The slurmctld service is stopped during the copy of Slurm data from the unit local /var/lib/slurm/checkpoint to shared storage. Downtime varies depending on the scale of data to be transferred and transfer rate to the shared storage.
This is a one-time cluster downtime. Once the data migration is complete, no further downtime is necessary when adding or removing slurmctld units.
juju deploy filesystem-client --channel latest/edge
juju integrate filesystem-client:filesystem [filesystem-provider]:filesystem
juju integrate slurmctld:mount filesystem-client:mount
juju add-unit -n 1 slurmctld
main.tf¶module "filesystem-client" {
source = "git::https://github.com/charmed-hpc/filesystem-charms//charms/filesystem-client/terraform"

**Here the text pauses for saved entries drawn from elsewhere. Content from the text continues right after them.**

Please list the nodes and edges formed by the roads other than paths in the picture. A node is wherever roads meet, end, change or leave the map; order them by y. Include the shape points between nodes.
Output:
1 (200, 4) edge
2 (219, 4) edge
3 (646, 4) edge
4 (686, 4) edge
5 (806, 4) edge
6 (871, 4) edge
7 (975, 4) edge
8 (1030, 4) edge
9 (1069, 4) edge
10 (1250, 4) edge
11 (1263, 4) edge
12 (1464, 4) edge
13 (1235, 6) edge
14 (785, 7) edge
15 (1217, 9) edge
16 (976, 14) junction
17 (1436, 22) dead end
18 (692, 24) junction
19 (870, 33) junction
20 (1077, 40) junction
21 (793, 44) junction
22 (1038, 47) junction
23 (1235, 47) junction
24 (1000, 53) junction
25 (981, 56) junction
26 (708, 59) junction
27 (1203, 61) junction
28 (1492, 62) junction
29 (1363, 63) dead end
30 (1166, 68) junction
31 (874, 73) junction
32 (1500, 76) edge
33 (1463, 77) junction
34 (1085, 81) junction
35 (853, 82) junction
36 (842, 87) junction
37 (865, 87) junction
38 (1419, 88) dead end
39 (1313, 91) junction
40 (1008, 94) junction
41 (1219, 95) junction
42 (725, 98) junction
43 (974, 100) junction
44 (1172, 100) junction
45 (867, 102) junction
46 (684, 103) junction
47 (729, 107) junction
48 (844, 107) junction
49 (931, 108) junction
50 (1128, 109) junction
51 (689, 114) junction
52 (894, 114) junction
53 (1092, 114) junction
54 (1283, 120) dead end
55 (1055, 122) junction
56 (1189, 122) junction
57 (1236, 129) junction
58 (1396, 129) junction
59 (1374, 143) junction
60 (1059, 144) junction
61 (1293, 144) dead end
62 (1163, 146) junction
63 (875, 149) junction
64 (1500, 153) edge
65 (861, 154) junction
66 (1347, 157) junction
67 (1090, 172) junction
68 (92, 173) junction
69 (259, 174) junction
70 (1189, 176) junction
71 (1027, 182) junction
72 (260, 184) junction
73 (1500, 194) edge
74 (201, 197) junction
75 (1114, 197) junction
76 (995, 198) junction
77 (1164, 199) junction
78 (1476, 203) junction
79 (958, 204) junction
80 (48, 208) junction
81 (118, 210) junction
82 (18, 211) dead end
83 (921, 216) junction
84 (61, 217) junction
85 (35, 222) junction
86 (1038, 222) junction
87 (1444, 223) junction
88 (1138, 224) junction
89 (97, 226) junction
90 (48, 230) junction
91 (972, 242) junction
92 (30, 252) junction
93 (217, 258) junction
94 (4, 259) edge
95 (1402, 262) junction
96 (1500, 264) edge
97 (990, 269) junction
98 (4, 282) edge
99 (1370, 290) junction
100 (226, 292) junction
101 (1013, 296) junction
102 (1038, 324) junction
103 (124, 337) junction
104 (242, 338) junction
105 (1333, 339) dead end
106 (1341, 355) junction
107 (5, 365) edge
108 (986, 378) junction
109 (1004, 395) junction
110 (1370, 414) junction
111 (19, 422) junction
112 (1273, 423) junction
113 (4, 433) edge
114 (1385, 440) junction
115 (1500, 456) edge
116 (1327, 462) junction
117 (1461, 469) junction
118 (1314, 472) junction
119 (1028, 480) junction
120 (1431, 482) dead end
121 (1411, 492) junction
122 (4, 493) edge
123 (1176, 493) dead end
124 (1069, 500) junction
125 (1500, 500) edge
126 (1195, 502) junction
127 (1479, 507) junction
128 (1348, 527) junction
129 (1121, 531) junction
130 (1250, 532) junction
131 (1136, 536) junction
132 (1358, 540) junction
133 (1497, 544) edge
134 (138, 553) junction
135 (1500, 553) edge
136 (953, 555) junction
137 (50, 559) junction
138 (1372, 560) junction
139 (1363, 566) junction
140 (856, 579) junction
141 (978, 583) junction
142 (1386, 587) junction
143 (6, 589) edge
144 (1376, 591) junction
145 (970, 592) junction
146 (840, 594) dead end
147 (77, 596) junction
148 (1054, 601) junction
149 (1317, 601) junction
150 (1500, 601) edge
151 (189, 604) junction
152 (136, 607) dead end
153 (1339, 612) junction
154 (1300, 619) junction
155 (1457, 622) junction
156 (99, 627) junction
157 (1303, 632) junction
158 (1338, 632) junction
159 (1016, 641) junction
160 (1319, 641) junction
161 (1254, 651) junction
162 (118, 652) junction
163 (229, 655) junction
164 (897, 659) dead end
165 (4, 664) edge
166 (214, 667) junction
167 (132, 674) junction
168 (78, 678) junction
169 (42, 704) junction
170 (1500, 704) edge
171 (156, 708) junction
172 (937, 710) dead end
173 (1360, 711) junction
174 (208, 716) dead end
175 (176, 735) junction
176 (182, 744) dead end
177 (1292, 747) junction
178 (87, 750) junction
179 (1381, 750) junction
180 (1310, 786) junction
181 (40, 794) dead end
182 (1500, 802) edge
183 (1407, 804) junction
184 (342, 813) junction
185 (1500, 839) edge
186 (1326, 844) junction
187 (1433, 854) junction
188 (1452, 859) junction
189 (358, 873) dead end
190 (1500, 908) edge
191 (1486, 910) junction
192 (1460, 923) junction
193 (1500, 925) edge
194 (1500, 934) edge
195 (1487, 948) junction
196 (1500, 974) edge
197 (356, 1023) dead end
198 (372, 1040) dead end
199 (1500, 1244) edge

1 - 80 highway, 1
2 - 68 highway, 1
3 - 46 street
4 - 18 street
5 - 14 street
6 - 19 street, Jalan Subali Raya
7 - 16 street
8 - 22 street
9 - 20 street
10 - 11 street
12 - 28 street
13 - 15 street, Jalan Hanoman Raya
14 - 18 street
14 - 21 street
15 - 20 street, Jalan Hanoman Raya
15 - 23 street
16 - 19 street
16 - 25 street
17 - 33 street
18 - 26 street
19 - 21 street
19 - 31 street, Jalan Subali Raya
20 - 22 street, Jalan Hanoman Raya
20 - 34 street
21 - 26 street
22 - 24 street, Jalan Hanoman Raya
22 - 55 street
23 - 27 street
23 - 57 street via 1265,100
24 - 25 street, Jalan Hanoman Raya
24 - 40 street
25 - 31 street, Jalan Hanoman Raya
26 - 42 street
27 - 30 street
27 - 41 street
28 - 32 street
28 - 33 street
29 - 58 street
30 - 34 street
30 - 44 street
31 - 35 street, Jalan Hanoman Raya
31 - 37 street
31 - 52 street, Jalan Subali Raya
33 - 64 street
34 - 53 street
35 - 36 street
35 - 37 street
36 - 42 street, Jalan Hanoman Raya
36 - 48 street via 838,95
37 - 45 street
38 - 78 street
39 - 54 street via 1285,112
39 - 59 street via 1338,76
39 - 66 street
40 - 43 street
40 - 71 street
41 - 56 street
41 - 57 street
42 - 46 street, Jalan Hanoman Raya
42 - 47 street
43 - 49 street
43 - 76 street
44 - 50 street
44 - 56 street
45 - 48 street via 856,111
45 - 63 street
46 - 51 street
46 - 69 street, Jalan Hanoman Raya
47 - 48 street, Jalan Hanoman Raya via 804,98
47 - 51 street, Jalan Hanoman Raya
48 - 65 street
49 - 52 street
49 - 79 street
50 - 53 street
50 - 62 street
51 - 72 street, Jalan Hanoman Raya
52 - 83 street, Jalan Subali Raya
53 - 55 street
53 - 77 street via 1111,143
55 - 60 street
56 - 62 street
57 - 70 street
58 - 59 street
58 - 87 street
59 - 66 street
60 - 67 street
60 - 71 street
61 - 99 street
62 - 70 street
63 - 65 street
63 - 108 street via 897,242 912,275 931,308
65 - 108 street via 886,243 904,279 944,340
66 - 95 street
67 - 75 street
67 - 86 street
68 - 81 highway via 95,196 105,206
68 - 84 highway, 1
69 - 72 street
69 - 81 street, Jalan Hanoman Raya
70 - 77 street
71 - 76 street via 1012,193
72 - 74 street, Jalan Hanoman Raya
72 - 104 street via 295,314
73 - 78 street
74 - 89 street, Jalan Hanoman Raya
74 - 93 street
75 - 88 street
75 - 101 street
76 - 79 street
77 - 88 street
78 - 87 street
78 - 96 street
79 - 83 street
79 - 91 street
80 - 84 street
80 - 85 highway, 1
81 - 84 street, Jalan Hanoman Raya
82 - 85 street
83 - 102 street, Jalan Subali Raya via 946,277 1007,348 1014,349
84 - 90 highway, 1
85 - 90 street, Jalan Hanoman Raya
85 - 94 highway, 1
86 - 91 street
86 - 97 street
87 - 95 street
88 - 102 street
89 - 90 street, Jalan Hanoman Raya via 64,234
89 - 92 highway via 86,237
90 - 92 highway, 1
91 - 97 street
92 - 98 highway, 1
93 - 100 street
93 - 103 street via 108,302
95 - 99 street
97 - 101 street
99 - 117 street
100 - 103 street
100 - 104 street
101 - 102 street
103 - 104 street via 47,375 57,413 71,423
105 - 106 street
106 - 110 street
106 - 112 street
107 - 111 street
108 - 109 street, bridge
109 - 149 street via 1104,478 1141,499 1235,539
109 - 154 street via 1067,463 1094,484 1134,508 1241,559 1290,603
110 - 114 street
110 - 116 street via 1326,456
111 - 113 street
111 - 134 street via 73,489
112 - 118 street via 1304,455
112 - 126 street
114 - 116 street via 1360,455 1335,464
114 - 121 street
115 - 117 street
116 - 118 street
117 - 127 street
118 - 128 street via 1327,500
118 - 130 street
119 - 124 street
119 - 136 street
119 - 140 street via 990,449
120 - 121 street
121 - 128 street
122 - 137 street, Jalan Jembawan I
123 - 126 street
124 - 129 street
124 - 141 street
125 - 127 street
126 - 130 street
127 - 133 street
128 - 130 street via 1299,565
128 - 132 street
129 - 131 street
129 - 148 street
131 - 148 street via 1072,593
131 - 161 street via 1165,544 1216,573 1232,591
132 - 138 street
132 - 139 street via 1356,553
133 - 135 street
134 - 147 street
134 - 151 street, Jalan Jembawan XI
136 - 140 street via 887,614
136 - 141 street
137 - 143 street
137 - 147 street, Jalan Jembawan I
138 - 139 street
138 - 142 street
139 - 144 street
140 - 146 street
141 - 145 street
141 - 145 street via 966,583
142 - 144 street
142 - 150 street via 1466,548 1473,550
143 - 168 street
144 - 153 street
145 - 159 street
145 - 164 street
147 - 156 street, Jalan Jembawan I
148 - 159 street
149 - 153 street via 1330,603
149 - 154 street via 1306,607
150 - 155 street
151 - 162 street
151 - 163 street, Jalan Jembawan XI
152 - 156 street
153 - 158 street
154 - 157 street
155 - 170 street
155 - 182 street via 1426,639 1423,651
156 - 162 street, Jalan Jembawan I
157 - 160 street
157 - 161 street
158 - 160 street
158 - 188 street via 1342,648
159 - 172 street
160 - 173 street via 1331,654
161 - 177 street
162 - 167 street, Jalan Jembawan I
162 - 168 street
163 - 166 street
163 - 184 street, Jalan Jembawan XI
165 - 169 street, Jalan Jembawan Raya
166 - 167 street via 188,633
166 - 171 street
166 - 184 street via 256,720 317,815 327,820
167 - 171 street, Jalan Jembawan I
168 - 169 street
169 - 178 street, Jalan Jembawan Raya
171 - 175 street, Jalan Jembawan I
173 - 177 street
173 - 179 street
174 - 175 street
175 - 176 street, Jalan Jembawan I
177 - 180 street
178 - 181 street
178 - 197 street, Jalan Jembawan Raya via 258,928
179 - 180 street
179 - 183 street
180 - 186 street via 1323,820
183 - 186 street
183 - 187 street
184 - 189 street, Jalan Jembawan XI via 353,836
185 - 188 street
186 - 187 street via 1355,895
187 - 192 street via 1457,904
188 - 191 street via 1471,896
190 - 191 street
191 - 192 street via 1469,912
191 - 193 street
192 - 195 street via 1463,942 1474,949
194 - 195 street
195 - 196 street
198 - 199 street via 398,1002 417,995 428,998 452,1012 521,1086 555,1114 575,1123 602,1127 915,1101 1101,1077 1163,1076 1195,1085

model_uuid = juju_model.slurm.uuid
}
resource "juju_integration" "provider_to_filesystem" {
model_uuid = juju_model.slurm.uuid
application {
name = module.[filesystem-provider].app_name
endpoint = module.[filesystem-provider].provides.filesystem
}
application {
name = module.filesystem-client.app_name
endpoint = module.filesystem-client.requires.filesystem
}
}
module "slurmctld" {
source = "git::https://github.com/charmed-hpc/slurm-charms//charms/slurmctld/terraform"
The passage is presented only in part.